Pets

My sheep thinks he’s a dog

No, we’re not pulling the wool over your eyes! Lucky is truly baa-rilliant!

Every evening Caroline Thomson takes her six-year-old pet sheep Lucky for a walk along the Heathcote River in Christchurch. He happily trots along, poses for selfies with other passersby, enjoys children giving him a pat and obediently walks on the road when asked.

Caroline jokes he’s a bit “world famous” in their local area, but what others don’t realise, she says, is Lucky is no ordinary sheep.

If you look beneath his shaggy 120kg exterior, you’ll find this animal is full of tricks and can follow more than 30 commands – dispelling the popular belief that sheep are, well, hare-brained.

“Lucky responds to ‘bow’, ‘turn’, ‘back’, ‘shake’, ‘stay’, ‘jump’, ‘pose’, ‘through’, ‘wait’, ‘go to bed’,” Caroline laughs as she lists just a few of his skills.

‘He cottoned on pretty quick that if he did what I wanted him to do, he’d get a treat’

The pair met in October 2015, when Caroline was visiting her sister and brother-in-law, who run a farmlet at Burkes Pass, in South Canterbury. They had a ewe that birthed triplets but only managed to feed two of her lambs and kept bunting the third one away.

“So, my sister asked if I wanted to feed it and I said yes, even though I hadn’t really planned to take a lamb home,” she tells. “But he was very cute and wasn’t going to survive otherwise.”

Caroline had never owned pets as an adult due to travelling for work in her previous role at Landcare Research. And life took a bit of adjusting to while the former science technician juggled caring for the lamb (who slept in a cardboard box in her bedroom) while studying film and animation.

“I’d give him a feed in the morning, then roar across town with him in the car, just before my class would start, and hand him over to my sister. Then I would pick him up in the afternoon,” she says.

Now that’s nothing to be sheepish about!

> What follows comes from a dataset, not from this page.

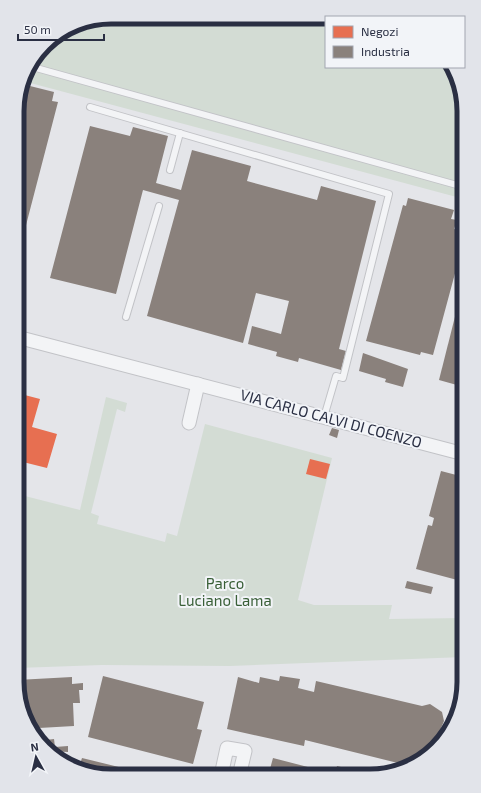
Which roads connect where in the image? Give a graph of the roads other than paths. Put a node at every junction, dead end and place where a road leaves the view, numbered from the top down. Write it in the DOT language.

Caroline puts Lucky through his paces.

“Once he grew bigger, I kept him in my garden on a long leash before investing in an electric fence pen. When he was a few months old, I’d sit down, and he would come and sit down. I thought, ‘That’s strange – maybe I could command him to do that.’

“I had a fist-full of willow leaves to start with and I’d say ‘sit’, and he’d sit and eat his leaves. From then on, he cottoned on pretty quick that if he did what I wanted him to do, he’d get a treat.

“The vet told me I should start him on sheep pellets, so I got him a bag of muesli for young calves and he just loved it because it’s got molasses in it. He would do anything for some muesli!”

Feijoas became Lucky’s most favourite food, so during fruiting season Caroline saw the opportunity to use them as a tool for teaching him to “go to bed”.

“At that time, he had a mat on the deck where he slept,” she says. “It didn’t take long for me to give the command ‘Go to bed’, and he’d immediately race over to his mat and look at me expectantly as if to say, ‘Okay, I’m here, now where’s my feijoa?'”

Ta-da! Lucky strikes again.

Next up was buying a hula hoop to train Lucky to jump through. Caroline started off holding it low and each time he stepped through it, she’d give him a treat, before slowly raising it up until he was jumping.

“I attached the word ‘jump’ each time and now he just reacts to the word.”

Caroline now believes most sheep could be trained if people had the inclination to do so.

“There are whole paddocks of these amazing, intelligent animals and it suits people to think that they’re not bright. I mean, you wouldn’t eat them otherwise.”

Which begs the question, is she a vegetarian? “I’m not,” she laughs. “But I haven’t willingly eaten mutton since I’ve had him. Occasionally, someone might cook it for me and it’d be rude not to eat it, but it does make me feel somewhat guilty,” she admits.

While sheep are supposed to be in a group, says Caroline, Lucky has proved he’s more of a loner.

She began looking after another couple of lambs, which she thought would be good company for him, but it didn’t work out.

“And living in town, trying to look after more than one sheep, was actually a bit much,” she concedes. “He’s just happy with me and happy to jump in my station wagon for trips back down to Burkes Pass.

“He’s quite a big boy now. His head looks out the window and we’ve seen people driving along the motorway filming him on their phones,” smiles Caroline.

“It’s just like having a dog – plus, I can give his poo to friends for their vegetable gardens!”